While it is easy to assume these benefits exist simply because wealthier or healthier people have more resources to participate in the arts, large-scale epidemiological studies explicitly account for these differences, proving that the protective health benefits of arts engagement exist entirely independent of a person's socioeconomic background or other lifestyle habits.
Crucially, creative health is a vital tool for equity. During the roundtable I shared my frontline observations as an NHS doctor in Scotland and highlighted how the arts can be used as a practical tool for reducing health inequalities. Because when arts are accessible, they provide a place and a space for underrepresented voices to be heard and thus they can be used as practical tool for reducing health inequalities, as engagement in the arts that bring people together across age, race, background, and lived experience, reaching communities that traditional systems too often miss.
Traditional healthcare systems can often feel "impenetrable" to our most vulnerable populations. Creative health interventions allow us to bypass these traditional clinical barriers and engage with communities that conventional systems often ignore. For instance, programs delivering digital theatre to primary schools in post-industrial, deprived towns are successfully teaching children mental self-management precisely because they bypass clinical environments and embed health directly into the community.
The UK is currently an undisputed global leader in creative health research and implementation. The sheer scalability and robustness of our models were powerfully highlighted during the roundtable by Nengi Omuku and Ebisan Akisanya, co-founders of 'The Art of Healing' in Nigeria. They shared how they successfully utilised a framework developed by the UK charity Hospital Rooms to integrate high-quality art into locked intensive care psychiatric wards in Lagos. Their work has completely transformed the mental landscape and self-perception of their service users, proving that creative health interventions are highly transferable, life-changing global tools.

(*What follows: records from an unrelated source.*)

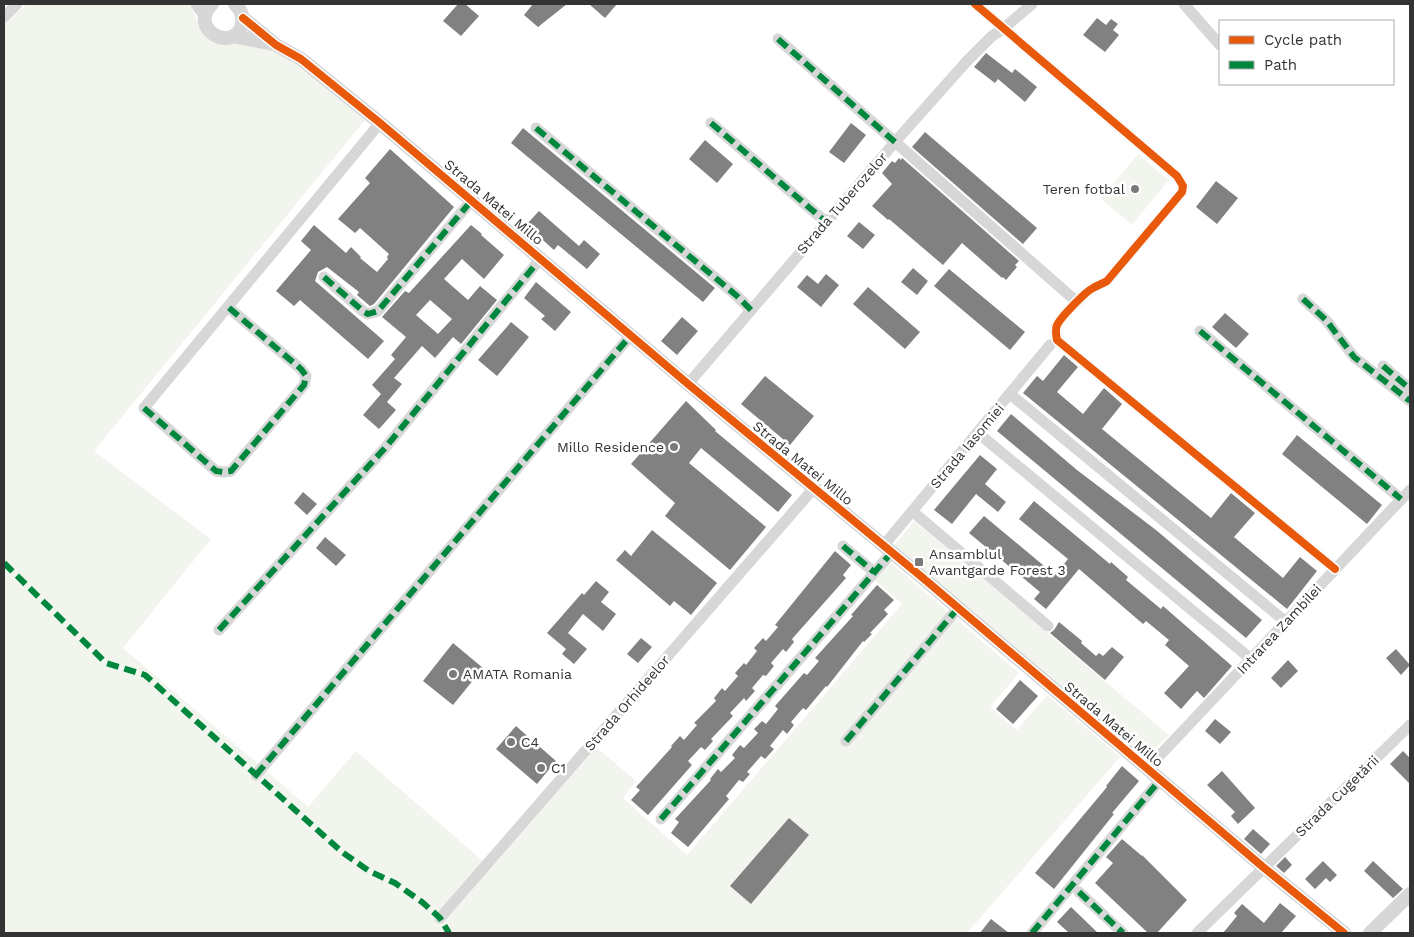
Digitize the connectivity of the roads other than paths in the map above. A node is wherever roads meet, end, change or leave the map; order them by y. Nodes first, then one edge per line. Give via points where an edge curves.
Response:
1 (17, 4) edge
2 (196, 4) edge
3 (212, 4) edge
4 (974, 4) edge
5 (1032, 4) edge
6 (1184, 4) edge
7 (240, 8) edge
8 (4, 17) edge
9 (205, 17) junction
10 (1003, 29) junction
11 (233, 36) junction
12 (778, 40) dead end
13 (276, 44) junction
14 (1219, 44) edge
15 (380, 123) junction
16 (712, 123) dead end
17 (536, 128) dead end
18 (894, 142) junction
19 (472, 200) junction
20 (826, 222) junction
21 (540, 258) junction
22 (324, 277) dead end
23 (1303, 299) dead end
24 (1077, 302) junction
25 (228, 307) junction
26 (751, 310) junction
27 (1200, 331) dead end
28 (631, 335) junction
29 (1054, 343) junction
30 (1383, 366) dead end
31 (688, 384) junction
32 (1410, 389) edge
33 (1010, 394) junction
34 (1410, 401) edge
35 (978, 433) junction
36 (814, 488) junction
37 (1410, 490) edge
38 (1401, 499) junction
39 (912, 512) junction
40 (843, 546) dead end
41 (888, 549) junction
42 (1336, 569) junction
43 (874, 572) junction
44 (958, 608) junction
45 (1286, 622) junction
46 (1048, 626) dead end
47 (219, 630) dead end
48 (1251, 658) junction
49 (1410, 725) edge
50 (846, 741) dead end
51 (1147, 769) junction
52 (256, 775) dead end
53 (1160, 780) junction
54 (661, 819) dead end
55 (1263, 867) junction
56 (1079, 892) dead end
57 (1410, 894) edge
58 (440, 918) dead end
59 (1032, 933) edge
60 (1122, 933) edge
61 (1197, 933) edge
62 (1344, 933) edge
63 (1370, 933) edge

1 - 8 street
2 - 9 street, Strada Matei Millo
3 - 9 street
4 - 10 street
5 - 10 street, Strada Tuberozelor
6 - 14 street
7 - 11 street, Strada Matei Millo via 240,28
7 - 13 street, Strada Matei Millo
9 - 11 street, Strada Matei Millo via 206,27 213,35
10 - 18 street, Strada Tuberozelor via 967,61
10 - 24 street, Strada Iasomiei via 1177,176 1183,186 1182,192 1107,281 1092,288
11 - 13 street, Strada Matei Millo
12 - 18 street
13 - 15 street, Strada Matei Millo via 301,59
15 - 19 street, Strada Matei Millo
15 - 25 street
16 - 20 street
17 - 26 street
18 - 20 street, Strada Tuberozelor
18 - 24 street
19 - 21 street, Strada Matei Millo
19 - 22 street via 378,311 364,312
20 - 26 street, Strada Tuberozelor
21 - 28 street, Strada Matei Millo
21 - 47 street via 385,448
23 - 34 street via 1326,320 1354,357
24 - 29 street, Strada Iasomiei via 1057,325
25 - 25 street via 306,376 304,384 231,471 223,472 216,471 144,408
26 - 31 street, Strada Tuberozelor
27 - 38 street
28 - 31 street, Strada Matei Millo
28 - 52 street
29 - 33 street, Strada Iasomiei
29 - 42 street
30 - 32 street
31 - 36 street, Strada Matei Millo
33 - 35 street, Strada Iasomiei
33 - 45 street
35 - 39 street, Strada Iasomiei
35 - 48 street
36 - 41 street, Strada Matei Millo
36 - 58 street, Strada Orhideelor
37 - 38 street, Intrarea Zambilei
38 - 42 street, Intrarea Zambilei
39 - 41 street, Strada Iasomiei
39 - 46 street
40 - 43 street
41 - 43 street, Strada Iasomiei
41 - 44 street, Strada Matei Millo
42 - 45 street, Intrarea Zambilei
43 - 54 street, Strada Iasomiei
44 - 50 street
44 - 51 street, Strada Matei Millo
45 - 48 street, Intrarea Zambilei
48 - 51 street, Intrarea Zambilei
49 - 55 street, Strada Cugetării
51 - 53 street, Strada Matei Millo
53 - 55 street, Strada Matei Millo
53 - 59 street
55 - 61 street
55 - 62 street, Strada Matei Millo
56 - 60 street
57 - 63 street

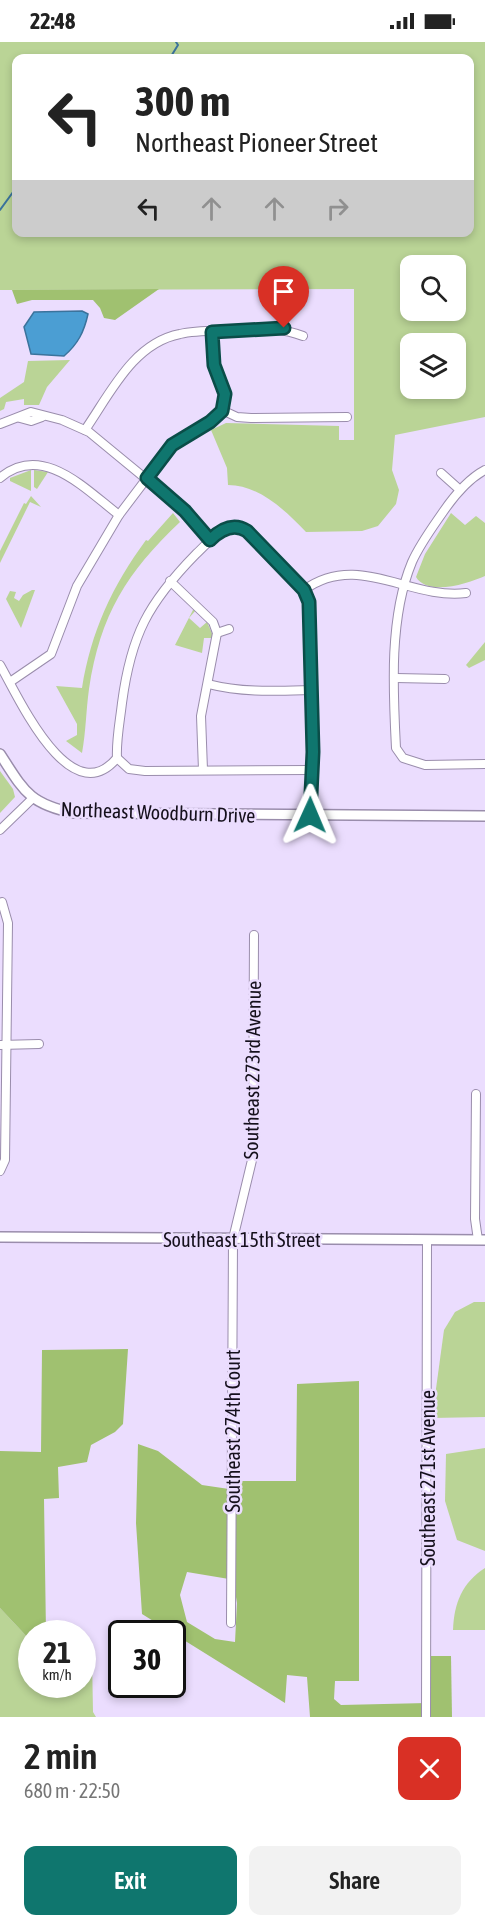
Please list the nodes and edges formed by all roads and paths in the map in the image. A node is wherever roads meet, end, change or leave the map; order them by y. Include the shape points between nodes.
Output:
1 (212, 332) junction
2 (303, 336) dead end
3 (222, 411) junction
4 (347, 417) dead end
5 (0, 424) edge
6 (85, 430) junction
7 (485, 470) edge
8 (441, 473) dead end
9 (0, 478) edge
10 (147, 478) junction
11 (460, 490) junction
12 (119, 515) junction
13 (210, 540) junction
14 (170, 581) junction
15 (406, 585) junction
16 (304, 590) junction
17 (466, 593) dead end
18 (229, 629) dead end
19 (217, 633) junction
20 (0, 665) edge
21 (396, 678) junction
22 (445, 679) dead end
23 (10, 682) junction
24 (208, 684) junction
25 (312, 690) junction
26 (0, 754) edge
27 (117, 758) junction
28 (485, 765) edge
29 (203, 770) junction
30 (311, 770) junction
31 (33, 798) junction
32 (310, 815) junction
33 (485, 816) edge
34 (0, 830) edge
35 (2, 902) dead end
36 (254, 935) dead end
37 (39, 1044) dead end
38 (3, 1045) edge
39 (476, 1094) dead end
40 (0, 1171) edge
41 (0, 1237) edge
42 (233, 1239) junction
43 (427, 1240) junction
44 (482, 1240) edge
45 (231, 1623) dead end
46 (426, 1717) edge

1 - 2 street via 284,328
1 - 3 street via 214,365 225,394
1 - 6 street via 180,334 148,347 133,361
3 - 4 street via 251,418
3 - 10 street via 172,445
5 - 6 street via 31,412
6 - 10 street
7 - 11 street
8 - 11 street
9 - 12 street via 20,466 58,469
10 - 12 street
10 - 13 street via 185,511
11 - 15 street via 429,532 412,563
12 - 23 street via 69,603 51,654
13 - 14 street
13 - 16 street via 224,529 242,528
14 - 19 street via 213,622
14 - 27 street via 141,624 133,646 125,679
15 - 16 street via 360,574 335,574 318,579
15 - 17 street via 439,594
15 - 21 street via 397,626
16 - 25 street via 310,613
18 - 19 street
19 - 24 street
20 - 23 street
21 - 22 street
21 - 28 street via 396,748 403,758 425,765
23 - 27 street via 44,743 69,765 90,773 106,769
24 - 25 street via 247,691
24 - 29 street via 201,716
25 - 30 street
26 - 31 street, Northeast Woodburn Drive
27 - 29 street via 134,770
29 - 30 street
30 - 32 street
31 - 32 street, Northeast Woodburn Drive via 47,808 74,813
31 - 34 street
32 - 33 street, Northeast Woodburn Drive
35 - 38 street via 8,917
36 - 42 street, Southeast 273rd Avenue via 253,1156
37 - 38 street
38 - 40 street via 5,1160
39 - 44 street via 475,1220
41 - 42 street, Southeast 15th Street
42 - 43 street, Southeast 15th Street
42 - 45 street, Southeast 274th Court
43 - 44 street, Southeast 15th Street
43 - 46 street, Southeast 271st Avenue

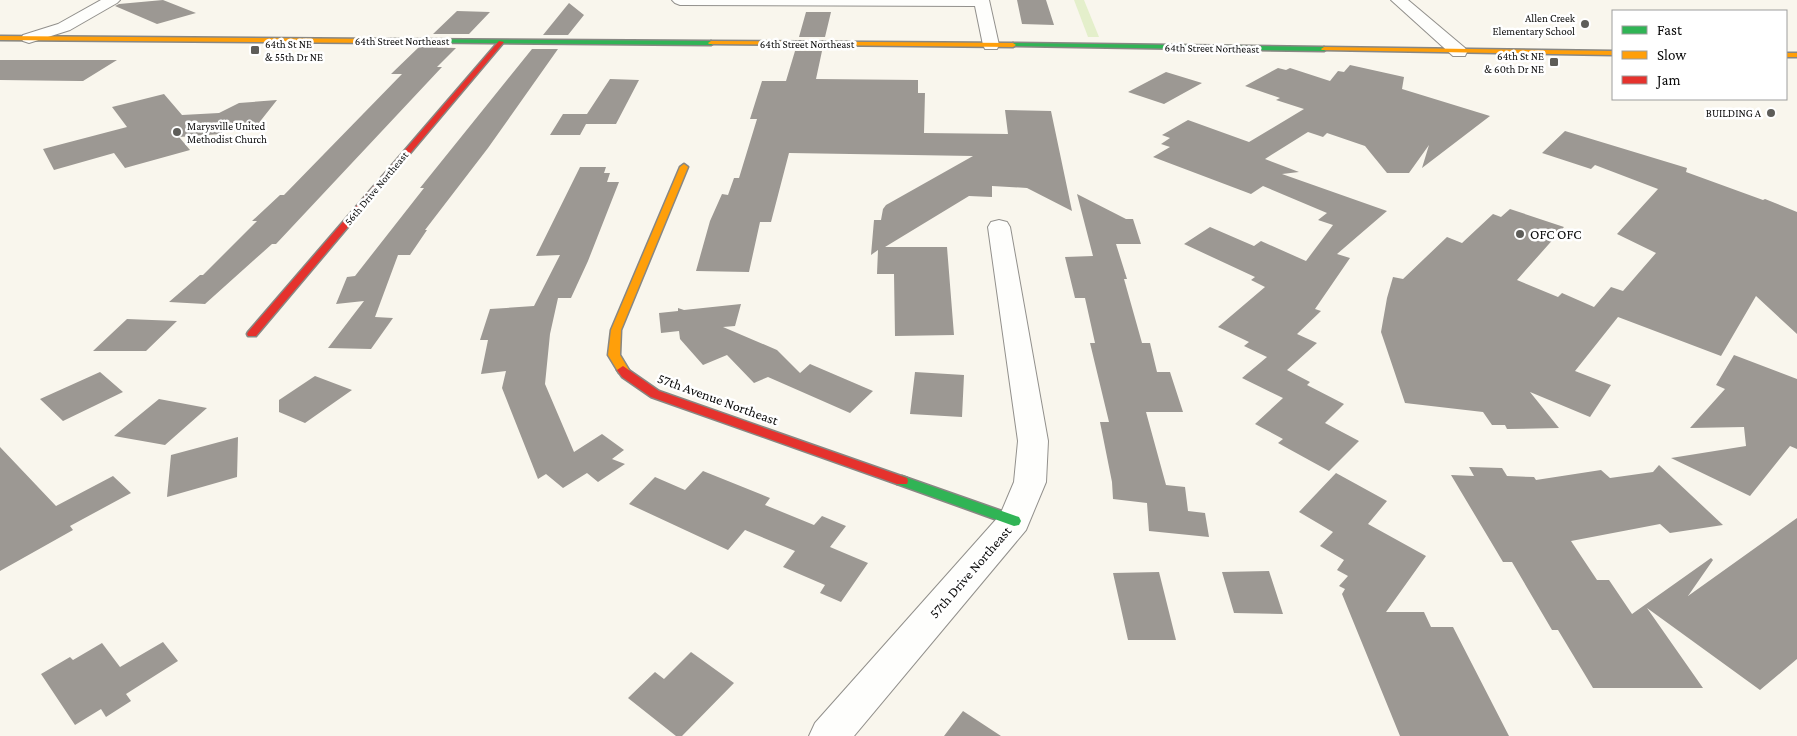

Furthermore, as the World Health Organisation highlights, modern biomedicine has made extraordinary progress against diseases of the body, but there is no medical drug or vaccine that can cure social isolation or a life lacking meaning. The arts provide the vital social fabric and community connection that health systems simply cannot prescribe in a clinical setting.
Despite all of the overwhelming evidence, and the fact that access to the arts was made an official United Nations human right approximately 80 years ago, it remains the only official United Nations human right that is not routinely monitored. We must change this. Scotland is already a recognised pioneer in this space, leveraging our Realistic Medicine strategies to promote sustainable care. But to truly tackle health inequalities, we need more than isolated pilot projects. If we’re serious about prevention, we need to invest in the building blocks of health, and recognise the arts as a social determinant of health. we must officially promote arts and cultural engagement as a standard, protective health behaviour, just like exercise. By doing so, we can reduce the burden of disease, delay biological aging, and foster healthier, more connected communities across the nation.
My call to action to everyone across our public health and clinical networks is this: We must stop treating the arts as a 'nice-to-have' they are a necessity. Whether you are designing a new community health strategy, commissioning social care, or working on the frontline, look for ways to formally embed creative and cultural engagement into your pathways. By officially promoting the arts as a standard protective health behaviour, we can reduce the burden of disease, delay biological aging, and build the social fabric our communities so desperately need.